While the retributive self-titled opener and likewise destructive “Highland Revenge” (boasting perhaps the band’s most iconic riff. Seriously, if I were a guitar player, this would be my “Crazy Train”) don’t sound far amiss from the songwriting ventures of World Of Black And Silver and In Silence They March, the Crystal Eyes’ recipe gets turned on its head a bit with the power ballad “Child Of Rock”. An amiable, perhaps even tender song, I would consider skipping this track after seeing its title and lyrics – had I not heard it first. All in all, this is a rather good tune that, while a bit silly, is actually a rather dynamic and pleasant listen, especially when we are keyed into a minor point of foreshadowing with an easter egg at the end: a scream from Daniel Heiman.
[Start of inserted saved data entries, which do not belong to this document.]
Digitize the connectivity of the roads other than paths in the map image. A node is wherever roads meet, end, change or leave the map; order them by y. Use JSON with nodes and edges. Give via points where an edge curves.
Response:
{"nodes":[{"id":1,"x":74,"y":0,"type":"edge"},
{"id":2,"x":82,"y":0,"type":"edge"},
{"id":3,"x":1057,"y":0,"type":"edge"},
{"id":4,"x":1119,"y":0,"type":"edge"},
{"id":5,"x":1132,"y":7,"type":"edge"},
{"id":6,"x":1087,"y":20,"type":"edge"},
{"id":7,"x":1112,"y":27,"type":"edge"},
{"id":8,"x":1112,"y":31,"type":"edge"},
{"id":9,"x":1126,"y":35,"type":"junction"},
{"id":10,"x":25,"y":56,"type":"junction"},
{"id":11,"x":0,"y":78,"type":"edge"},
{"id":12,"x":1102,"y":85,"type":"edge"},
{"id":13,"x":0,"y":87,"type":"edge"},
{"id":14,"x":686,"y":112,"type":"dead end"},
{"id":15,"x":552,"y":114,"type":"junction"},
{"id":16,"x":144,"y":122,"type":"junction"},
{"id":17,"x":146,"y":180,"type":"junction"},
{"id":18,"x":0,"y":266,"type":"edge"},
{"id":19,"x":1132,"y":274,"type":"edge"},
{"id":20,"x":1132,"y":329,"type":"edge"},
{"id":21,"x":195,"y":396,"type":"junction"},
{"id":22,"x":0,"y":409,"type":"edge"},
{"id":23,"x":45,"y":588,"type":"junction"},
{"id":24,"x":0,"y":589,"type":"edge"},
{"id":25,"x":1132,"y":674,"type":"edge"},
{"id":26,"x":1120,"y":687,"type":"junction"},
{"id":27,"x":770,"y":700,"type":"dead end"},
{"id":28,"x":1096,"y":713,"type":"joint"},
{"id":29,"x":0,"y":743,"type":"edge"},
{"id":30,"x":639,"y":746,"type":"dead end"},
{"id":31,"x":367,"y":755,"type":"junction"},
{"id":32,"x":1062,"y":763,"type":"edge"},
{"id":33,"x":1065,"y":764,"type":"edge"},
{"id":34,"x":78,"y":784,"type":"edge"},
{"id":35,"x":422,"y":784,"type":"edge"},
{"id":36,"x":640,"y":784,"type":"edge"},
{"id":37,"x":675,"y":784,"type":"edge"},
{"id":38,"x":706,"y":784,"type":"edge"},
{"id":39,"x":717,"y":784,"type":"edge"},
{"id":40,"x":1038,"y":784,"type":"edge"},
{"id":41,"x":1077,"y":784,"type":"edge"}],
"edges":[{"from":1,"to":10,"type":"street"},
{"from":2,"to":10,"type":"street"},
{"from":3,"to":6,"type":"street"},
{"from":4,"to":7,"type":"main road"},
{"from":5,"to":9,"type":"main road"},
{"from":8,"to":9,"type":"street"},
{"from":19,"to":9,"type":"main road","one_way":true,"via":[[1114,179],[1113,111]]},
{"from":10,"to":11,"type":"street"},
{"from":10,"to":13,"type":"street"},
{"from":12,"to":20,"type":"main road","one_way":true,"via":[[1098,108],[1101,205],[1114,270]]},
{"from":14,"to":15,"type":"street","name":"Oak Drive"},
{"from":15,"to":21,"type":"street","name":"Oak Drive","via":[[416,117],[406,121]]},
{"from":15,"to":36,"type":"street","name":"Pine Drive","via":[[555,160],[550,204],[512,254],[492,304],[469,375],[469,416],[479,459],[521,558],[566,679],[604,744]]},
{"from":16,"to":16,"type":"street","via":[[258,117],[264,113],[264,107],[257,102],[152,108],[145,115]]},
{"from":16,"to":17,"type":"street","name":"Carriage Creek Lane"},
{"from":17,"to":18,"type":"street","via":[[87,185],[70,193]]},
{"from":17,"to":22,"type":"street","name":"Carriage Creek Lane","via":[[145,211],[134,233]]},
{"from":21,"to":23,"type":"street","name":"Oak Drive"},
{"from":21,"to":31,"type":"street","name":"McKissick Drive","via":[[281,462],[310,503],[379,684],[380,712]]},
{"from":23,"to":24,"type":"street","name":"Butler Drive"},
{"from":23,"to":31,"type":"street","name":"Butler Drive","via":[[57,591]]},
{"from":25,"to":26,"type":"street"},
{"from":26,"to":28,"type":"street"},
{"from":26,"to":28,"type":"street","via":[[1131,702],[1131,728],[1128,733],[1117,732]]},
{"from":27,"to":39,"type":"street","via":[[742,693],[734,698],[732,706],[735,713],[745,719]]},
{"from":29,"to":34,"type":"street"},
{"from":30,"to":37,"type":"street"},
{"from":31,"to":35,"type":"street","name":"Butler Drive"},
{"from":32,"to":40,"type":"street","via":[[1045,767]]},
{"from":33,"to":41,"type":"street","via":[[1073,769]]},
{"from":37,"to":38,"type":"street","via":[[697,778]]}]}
That’s right, Daniel Heiman’s work with Crystal Eyes began right here, and I get chills down my spine at the end of “Child Of Rock” in sheer anticipation. However, there are a couple of tracks to go until the roof is blown off. Thankfully, they are both great in their own way. “Mr. Failure”, while quite prosaic and critical in its nature of targeting what seems to be metal journalists (perish the thought!), is another of my very favorite Crystal Eyes songs for the simple reason that I can empathize only too closely with Dahl’s opinion of, *ahem*, certain media outlets. “Dream Chaser” launches into a more straightforward power metal track with a powerhouse chorus, a return to fictional lyricism, and another of Dahl’s finer singing outings. It’s almost a shame, after this first-rate cut, that he’s about to be overshadowed in such a monumental fashion.
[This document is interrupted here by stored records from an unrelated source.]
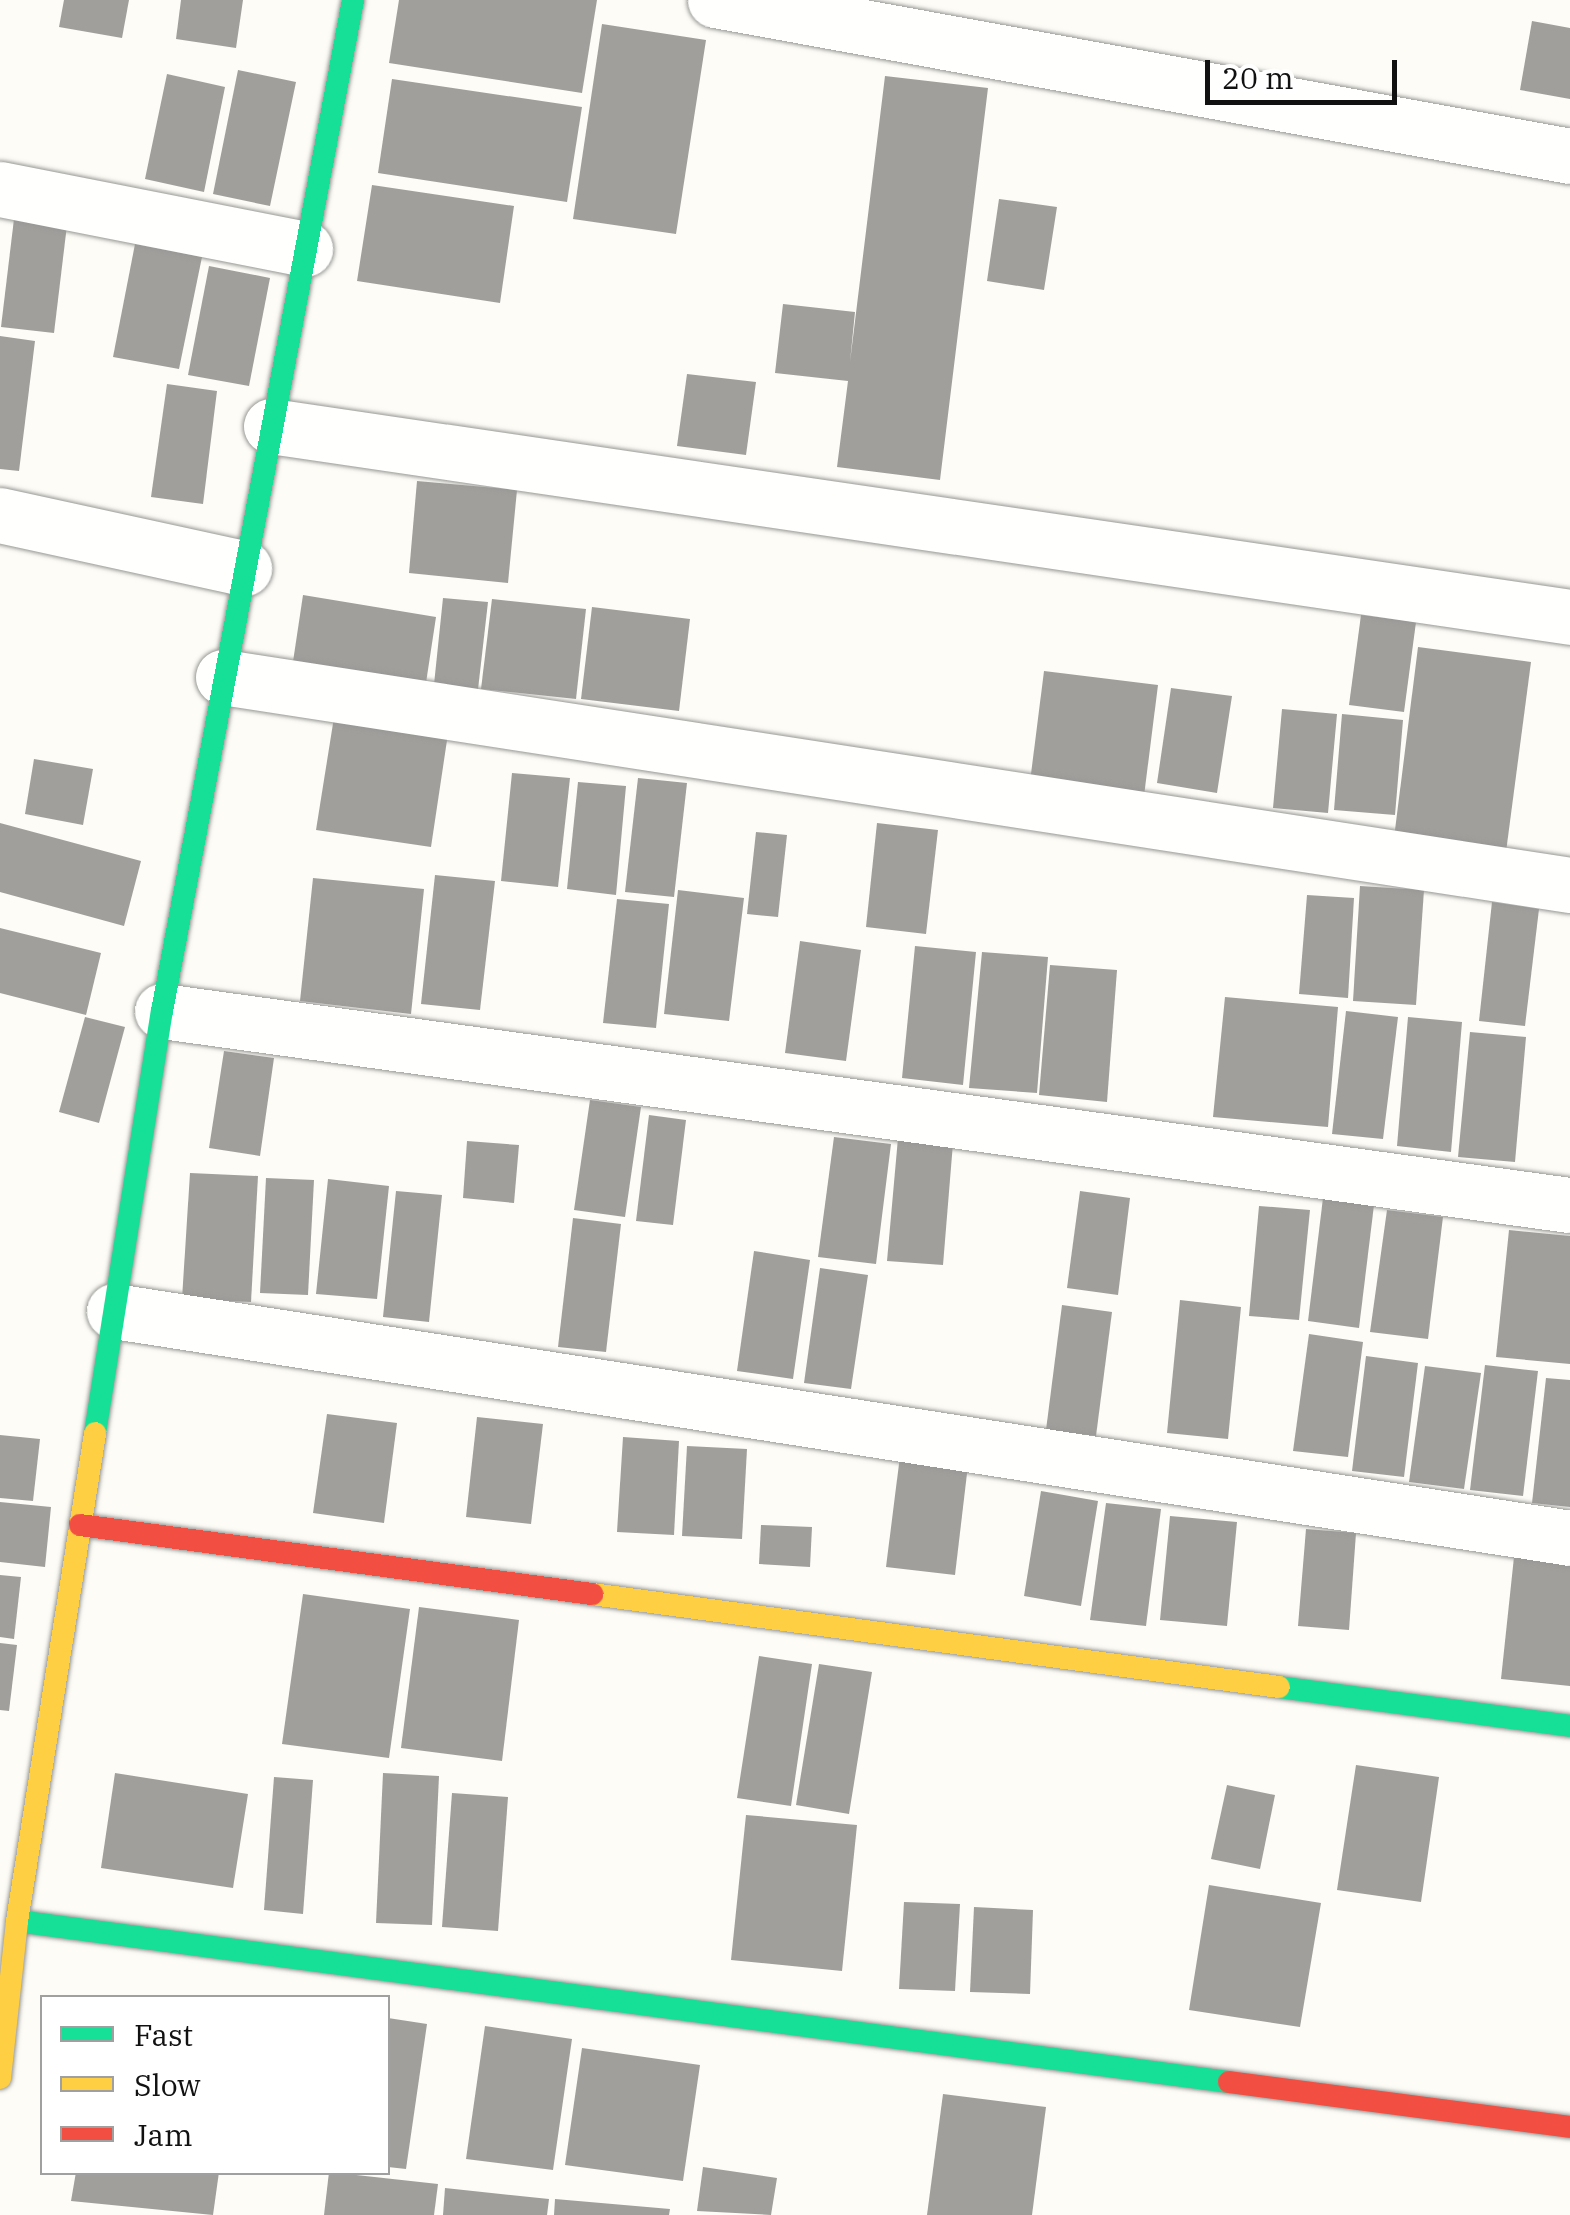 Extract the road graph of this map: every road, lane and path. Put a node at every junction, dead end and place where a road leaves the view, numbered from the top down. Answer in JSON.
{"nodes":[{"id":1,"x":353,"y":0,"type":"edge"},
{"id":2,"x":715,"y":0,"type":"edge"},
{"id":3,"x":1570,"y":156,"type":"edge"},
{"id":4,"x":0,"y":189,"type":"edge"},
{"id":5,"x":305,"y":250,"type":"junction"},
{"id":6,"x":271,"y":426,"type":"junction"},
{"id":7,"x":0,"y":515,"type":"edge"},
{"id":8,"x":244,"y":568,"type":"junction"},
{"id":9,"x":1570,"y":617,"type":"edge"},
{"id":10,"x":223,"y":677,"type":"junction"},
{"id":11,"x":1570,"y":885,"type":"edge"},
{"id":12,"x":162,"y":1012,"type":"junction"},
{"id":13,"x":1570,"y":1205,"type":"edge"},
{"id":14,"x":114,"y":1311,"type":"junction"},
{"id":15,"x":80,"y":1525,"type":"junction"},
{"id":16,"x":1570,"y":1538,"type":"edge"},
{"id":17,"x":1570,"y":1726,"type":"edge"},
{"id":18,"x":17,"y":1921,"type":"junction"},
{"id":19,"x":0,"y":2078,"type":"edge"},
{"id":20,"x":1570,"y":2126,"type":"edge"}],
"edges":[{"from":1,"to":5,"type":"street"},
{"from":2,"to":3,"type":"street"},
{"from":4,"to":5,"type":"street"},
{"from":5,"to":6,"type":"street"},
{"from":6,"to":8,"type":"street"},
{"from":6,"to":9,"type":"street"},
{"from":7,"to":8,"type":"street"},
{"from":8,"to":10,"type":"street"},
{"from":10,"to":11,"type":"street"},
{"from":10,"to":12,"type":"street"},
{"from":12,"to":13,"type":"street"},
{"from":12,"to":14,"type":"street"},
{"from":14,"to":15,"type":"street"},
{"from":14,"to":16,"type":"street"},
{"from":15,"to":17,"type":"street"},
{"from":15,"to":18,"type":"street"},
{"from":18,"to":19,"type":"street"},
{"from":18,"to":20,"type":"street"}]}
“The Wizard’s Apprentice”. Has a ring to it, doesn’t it? As the words “The look of disbelief is still in your face!” come tearing out, I imagine the look on Dahl’s face as he realizes that Daniel Heiman has hijacked his band for the nefarious purpose of betraying his master and subjecting nebulous arcane powers to his own whims. I am then subsequently RUINED by Heiman’s two-part scream about thirty seconds later, and then repeatedly by one of the best choruses that Crystal Eyes has ever crafted. No question about it, this is my favorite Crystal Eyes song, and…oh hell with it, probably my favorite Daniel Heiman song (YES, I AM INCLUDING LOST HORIZON IN THIS STATEMENT). It’s a searing high point of absolute power metal bliss for the band’s early career, and a set up for a full album chock full of Daniel.
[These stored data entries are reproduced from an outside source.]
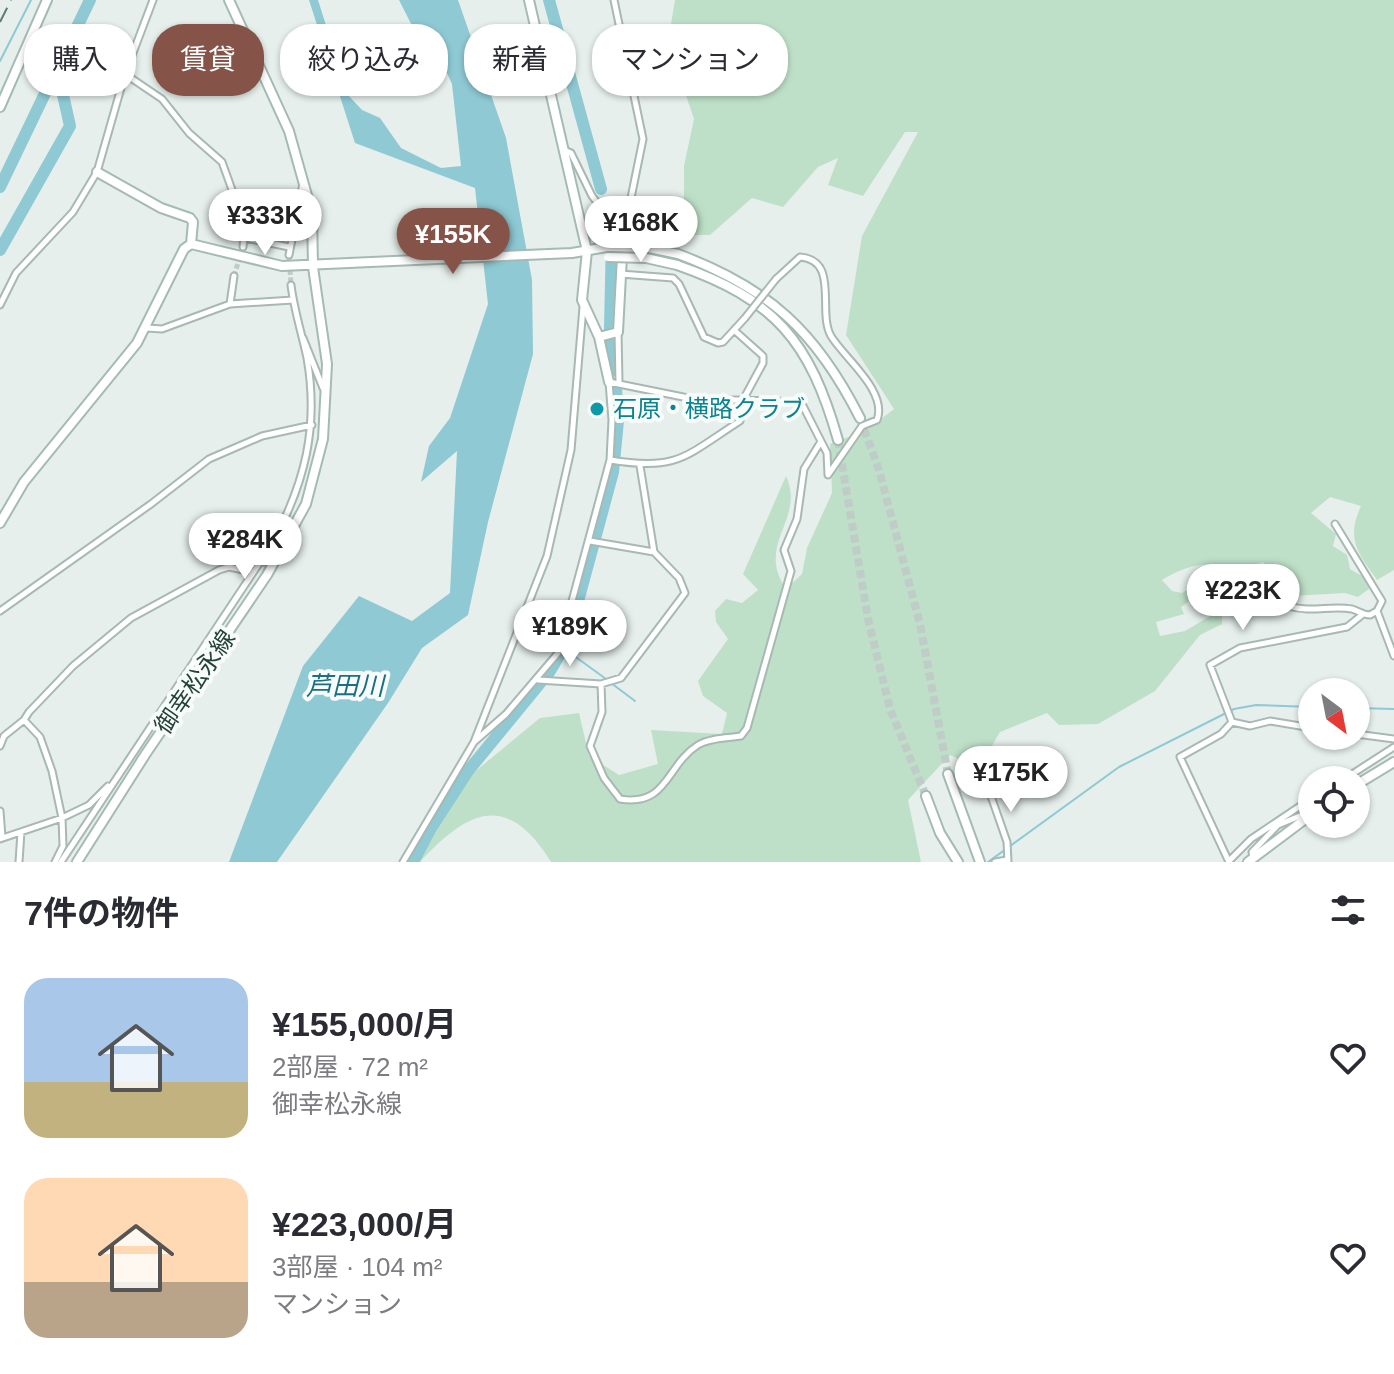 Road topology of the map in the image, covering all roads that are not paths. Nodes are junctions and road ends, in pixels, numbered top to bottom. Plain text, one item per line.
1 (47, 0) edge
2 (153, 0) edge
3 (229, 0) edge
4 (529, 0) edge
5 (614, 0) edge
6 (37, 24) edge
7 (136, 43) edge
8 (24, 53) edge
9 (136, 82) edge
10 (118, 96) edge
11 (0, 107) edge
12 (564, 150) junction
13 (97, 172) junction
14 (305, 181) junction
15 (623, 237) junction
16 (246, 238) junction
17 (191, 244) junction
18 (243, 247) tunnel mouth
19 (289, 247) junction
20 (587, 251) junction
21 (607, 252) junction
22 (289, 255) tunnel mouth
23 (313, 267) junction
24 (619, 274) junction
25 (234, 276) tunnel mouth
26 (291, 285) tunnel mouth
27 (293, 300) junction
28 (230, 304) junction
29 (0, 305) edge
30 (584, 306) junction
31 (147, 328) junction
32 (734, 330) junction
33 (618, 332) junction
34 (301, 334) junction
35 (599, 337) junction
36 (609, 382) junction
37 (619, 382) junction
38 (743, 400) junction
39 (327, 405) junction
40 (860, 418) tunnel mouth
41 (312, 425) junction
42 (838, 440) tunnel mouth
43 (820, 443) junction
44 (613, 461) junction
45 (640, 466) junction
46 (0, 523) edge
47 (1335, 524) dead end
48 (293, 531) junction
49 (590, 541) junction
50 (654, 552) junction
51 (255, 570) junction
52 (1232, 590) dead end
53 (0, 611) edge
54 (1377, 611) junction
55 (1362, 615) junction
56 (1394, 656) edge
57 (538, 680) junction
58 (606, 683) junction
59 (24, 720) junction
60 (1230, 720) junction
61 (1298, 726) edge
62 (1370, 736) edge
63 (1394, 739) edge
64 (474, 742) junction
65 (0, 746) edge
66 (1394, 747) edge
67 (1394, 762) edge
68 (1365, 766) edge
69 (948, 774) tunnel mouth
70 (984, 776) dead end
71 (1370, 777) edge
72 (109, 785) junction
73 (926, 796) tunnel mouth
74 (1298, 808) edge
75 (0, 811) edge
76 (1298, 817) edge
77 (62, 818) junction
78 (1298, 823) edge
79 (1276, 824) junction
80 (21, 832) junction
81 (1, 838) edge
82 (1251, 860) edge
83 (980, 861) edge
84 (1008, 861) edge
85 (19, 862) edge
86 (58, 862) edge
87 (77, 862) edge
88 (403, 862) edge
89 (958, 862) edge
90 (995, 862) edge
91 (1229, 862) edge

1 - 6 main road
2 - 7 street
3 - 14 main road, 御幸松永線
4 - 12 main road
5 - 15 street
8 - 11 main road
9 - 16 street
10 - 13 street
12 - 15 street
12 - 20 main road
13 - 17 main road
13 - 29 street
14 - 19 street
14 - 23 main road, 御幸松永線
15 - 24 main road
16 - 18 street
16 - 19 street
17 - 23 main road
17 - 31 main road
19 - 22 street
20 - 21 main road
20 - 23 main road
20 - 30 main road
21 - 40 main road, bridge
21 - 42 main road, bridge
23 - 39 main road, 御幸松永線
24 - 32 street
24 - 33 main road
25 - 28 street
26 - 27 street
27 - 28 street
27 - 34 street
28 - 31 street
30 - 35 main road
30 - 64 street
31 - 46 main road
32 - 38 street
32 - 43 street, bridge
33 - 35 main road
33 - 37 street
34 - 39 street
34 - 41 street
35 - 36 main road
36 - 37 street
36 - 44 street
37 - 38 street
38 - 43 street
38 - 45 street
39 - 48 main road, 御幸松永線
41 - 51 street
41 - 53 street
43 - 58 street
44 - 45 street
44 - 49 street
45 - 50 street
47 - 54 street
48 - 51 street
48 - 87 main road, 御幸松永線
49 - 50 street
49 - 57 street
50 - 58 street
51 - 59 street
51 - 72 street
52 - 55 street
54 - 55 street
54 - 56 street
55 - 60 street
57 - 58 street
57 - 64 street
59 - 65 street
59 - 77 street
60 - 61 street
60 - 91 street
62 - 63 street
64 - 88 street
66 - 68 street
67 - 71 main road
69 - 83 main road
70 - 84 street
72 - 77 street
72 - 86 street
73 - 89 main road
74 - 79 street
75 - 81 street
76 - 79 street
77 - 80 street
77 - 86 street
78 - 82 main road
79 - 82 street
79 - 91 street
80 - 81 street
80 - 85 street
84 - 90 street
However, we’re still on the subject of Vengeance Descending, and there’s still four more entries on the album. While it’s a decent love song to metal, “Metal Crusade” is probably the only track that flies beneath the radar here. Otherwise, the disturbingly upbeat strains of “The Beast In Velvet” and the driving, late album favorite “Heart Of The Mountain” show this album as stronger at its tail end than In Silence They March. Once more, Dahl elects to close with a soft number in “Oblivion In The Visionary World”. Also as usual, it’s quite the tasteful, engaging ballad, with no time wasted on pretty-boy singing antics or needless piano interludes, but rather a somber, reflective lay that features a great deal of touching acoustic guitar work.
With a few more hard rock and classic metal influences and improved-but-similar production as compared to the first two albums, Vengeance Descending hints at the future of Crystal Eyes while concurrently executing an expert send-off of the 80’s Maiden’n’Priest’n’Helloween-inspired sound. To date, this remains my favorite album from the band overall because of the sheer strength of songs like “The Magician’s Apprentice”, “Highland Revenge”, and “Heart Of The Mountain”. An essential for fans of Mikael Dahl, Daniel Heiman, and Swedish power in general.